Two detectives investigate the killing of schoolgirls in 1980 rural Spain.


Review by Eric Hillis

Directed by: Alberto Rodriguez

Starring: Javier Gutierrez, Raul Arevalo, Maria Varod


"I'm struggling to recall a thriller so content to display a lack of originality on the scale of Marshland. If you've seen Twin PeaksThe Killing, or any of the many Nordic Noirs that have gained prominence in the culture lately, none of the plot beats here will come as a surprise."



When Twin Peaks went off the air in the early '90s, a slew of TV shows like Northern Exposure and Picket Fences adopted its quirky small town milieu. Others were inspired by its supernatural aspect, chiefly the mammoth hit The X-Files. It's only in recent years however that we've seen TV shows and movies borrow its 'teenage girl murdered in a small town harbouring secrets' template.
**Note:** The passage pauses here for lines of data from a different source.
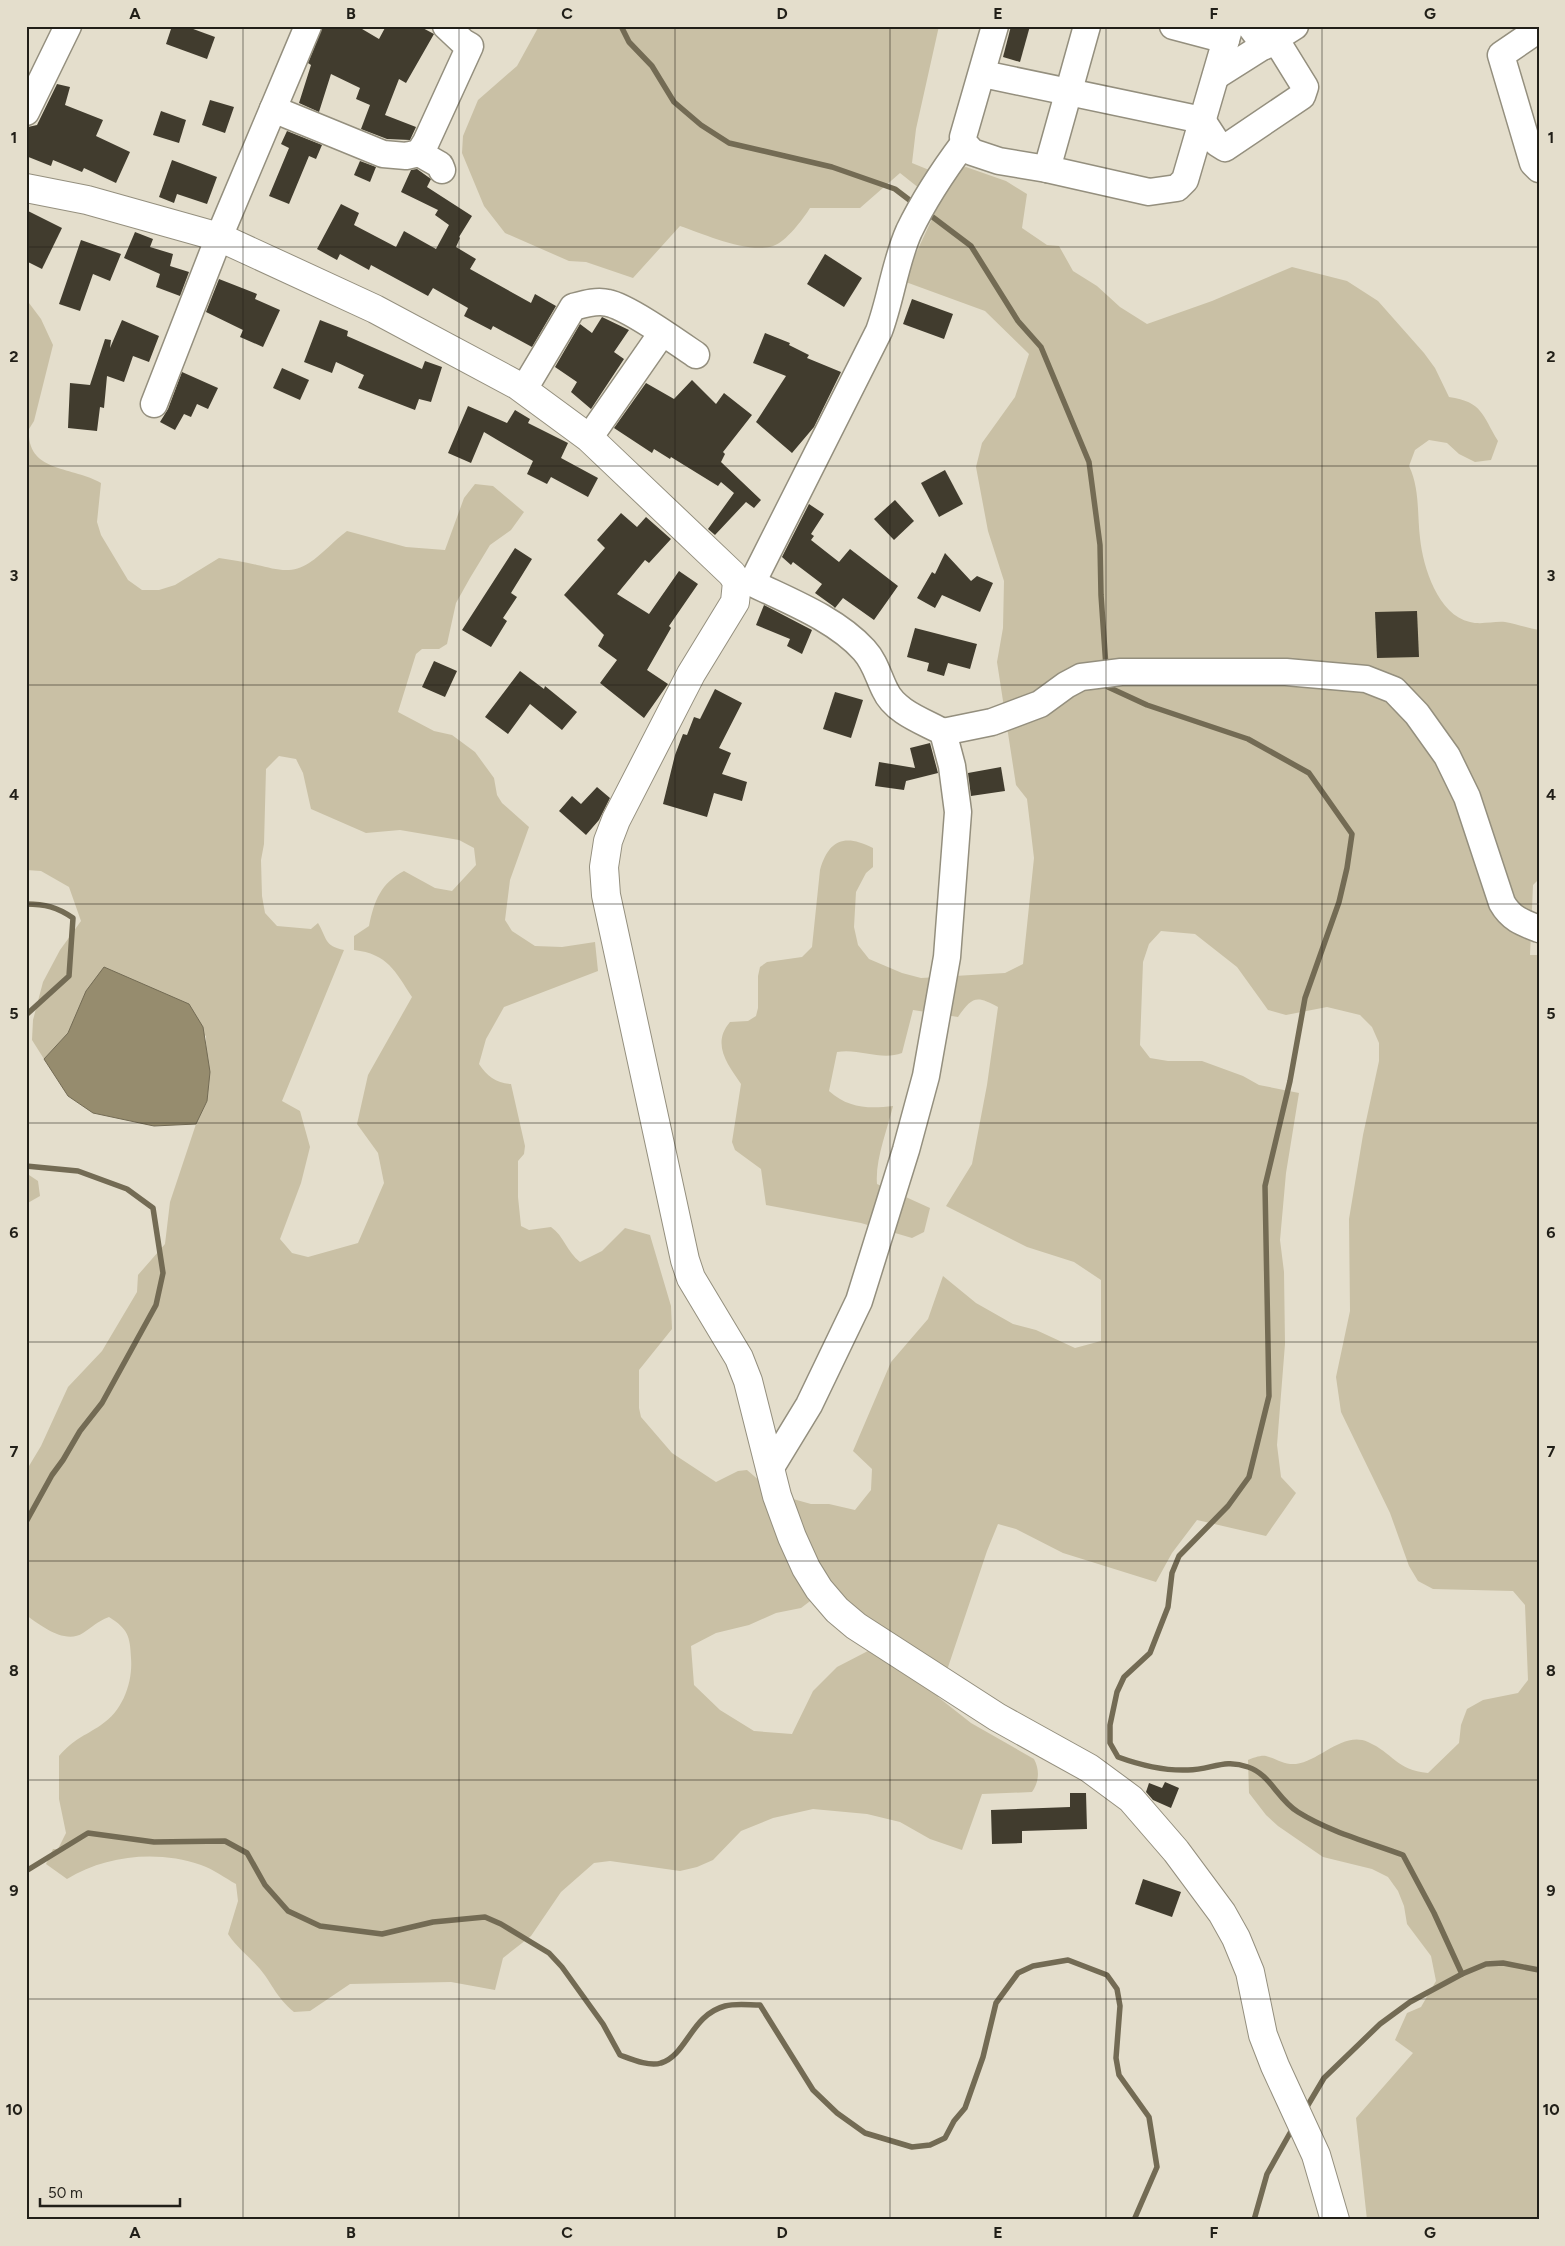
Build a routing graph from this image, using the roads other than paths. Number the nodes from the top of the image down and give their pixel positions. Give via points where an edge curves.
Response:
1 (68, 26) edge
2 (308, 26) edge
3 (446, 26) edge
4 (995, 26) edge
5 (1087, 26) edge
6 (1174, 26) edge
7 (1539, 29) edge
8 (1228, 33) edge
9 (1272, 35) edge
10 (983, 74) junction
11 (1216, 76) junction
12 (1068, 91) junction
13 (273, 109) junction
14 (26, 112) edge
15 (1202, 120) junction
16 (964, 144) junction
17 (419, 153) junction
18 (1047, 168) junction
19 (1539, 169) edge
20 (442, 170) dead end
21 (26, 188) edge
22 (219, 237) junction
23 (662, 333) junction
24 (696, 355) dead end
25 (524, 389) junction
26 (154, 404) dead end
27 (589, 438) junction
28 (744, 583) junction
29 (943, 732) junction
30 (1539, 929) edge
31 (770, 1469) junction
32 (1335, 2220) edge

1 - 14 street
2 - 13 street
3 - 17 street via 470,46
4 - 10 street
5 - 12 street
6 - 8 street
7 - 19 street via 1501,55 1533,162
8 - 11 street
9 - 11 street
9 - 15 street via 1306,87 1302,96 1225,148
10 - 12 street
10 - 16 street via 963,137
11 - 15 street
12 - 15 street
12 - 18 street
13 - 17 street via 383,154 406,156
13 - 22 street
15 - 18 street via 1185,180 1176,188 1149,192
16 - 18 street via 972,152 999,161
16 - 28 street via 935,181 909,232 879,331
17 - 20 street via 440,165
21 - 22 main road via 87,200
22 - 25 main road via 375,309
22 - 26 street
23 - 24 street
23 - 25 street via 608,303 573,307
23 - 27 street
25 - 27 main road
27 - 28 main road
28 - 29 street via 821,617 863,648 875,664 885,691 896,704
28 - 31 main road via 691,674 616,820 608,841 604,867 606,895 686,1260 691,1278 739,1358
29 - 30 street via 992,722 1040,704 1081,677 1121,672 1232,671 1366,679 1394,690 1417,714 1447,756 1467,797 1502,903 1508,914
29 - 31 street via 952,766 958,812 946,957 926,1076 859,1301 809,1405
31 - 32 main road via 792,1537 815,1582 837,1610 870,1636 972,1702 1089,1768 1130,1799 1154,1824 1222,1914 1250,1972 1263,2035 1316,2155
The US remake of Danish show The Killing shame-facedly stole the central plot and setting of Twin Peaks, simply replacing the show's surreal and quirky elements with a straight procedural drama. Now the Spanish thriller Marshland does essentially the same, albeit moving the action from the Pacific NorthWest to the Spanish deep south.
Set in the Andalucian marshlands in 1980, with Spain feeling its way into democracy, the film opens with the teaming of two detectives sent from Madrid to investigate the disappearance of a pair of teenage sisters. Juan (Javier Gutierrez) is an embittered veteran, not averse to applying violent tactics, while the younger Pedro (Raul Arevalo) represents the new emerging post-Franco Spain, an idealist. It's no surprise when the girls turn up dead, and as Juan and Pedro investigate the rural hamlet they uncover more than a few bugs living under its sun-baked stones.
I'm struggling to recall a thriller so content to display a lack of originality on the scale of Marshland. If you've seen Twin Peaks, The Killing, or any of the many Nordic Noirs that have gained prominence in the culture lately, none of the plot beats here will come as a surprise. Brothel on the edge of town? Check. The father of the victim knows more than he's letting on? Check. The school hunk is tied in with drug dealers? Check.
The one unique aspect of Alberto Rodriguez's film is its location. The Deep South is an area of Spain we rarely see on screen, and with its swamps and deserts, it's barely recognisable as Europe. The period setting however adds very little beyond clapped out Citroens, sweaty moustaches and the odd reference to the recent Fascist past. With little original to offer viewers, it's not worth getting bogged down in Marshland.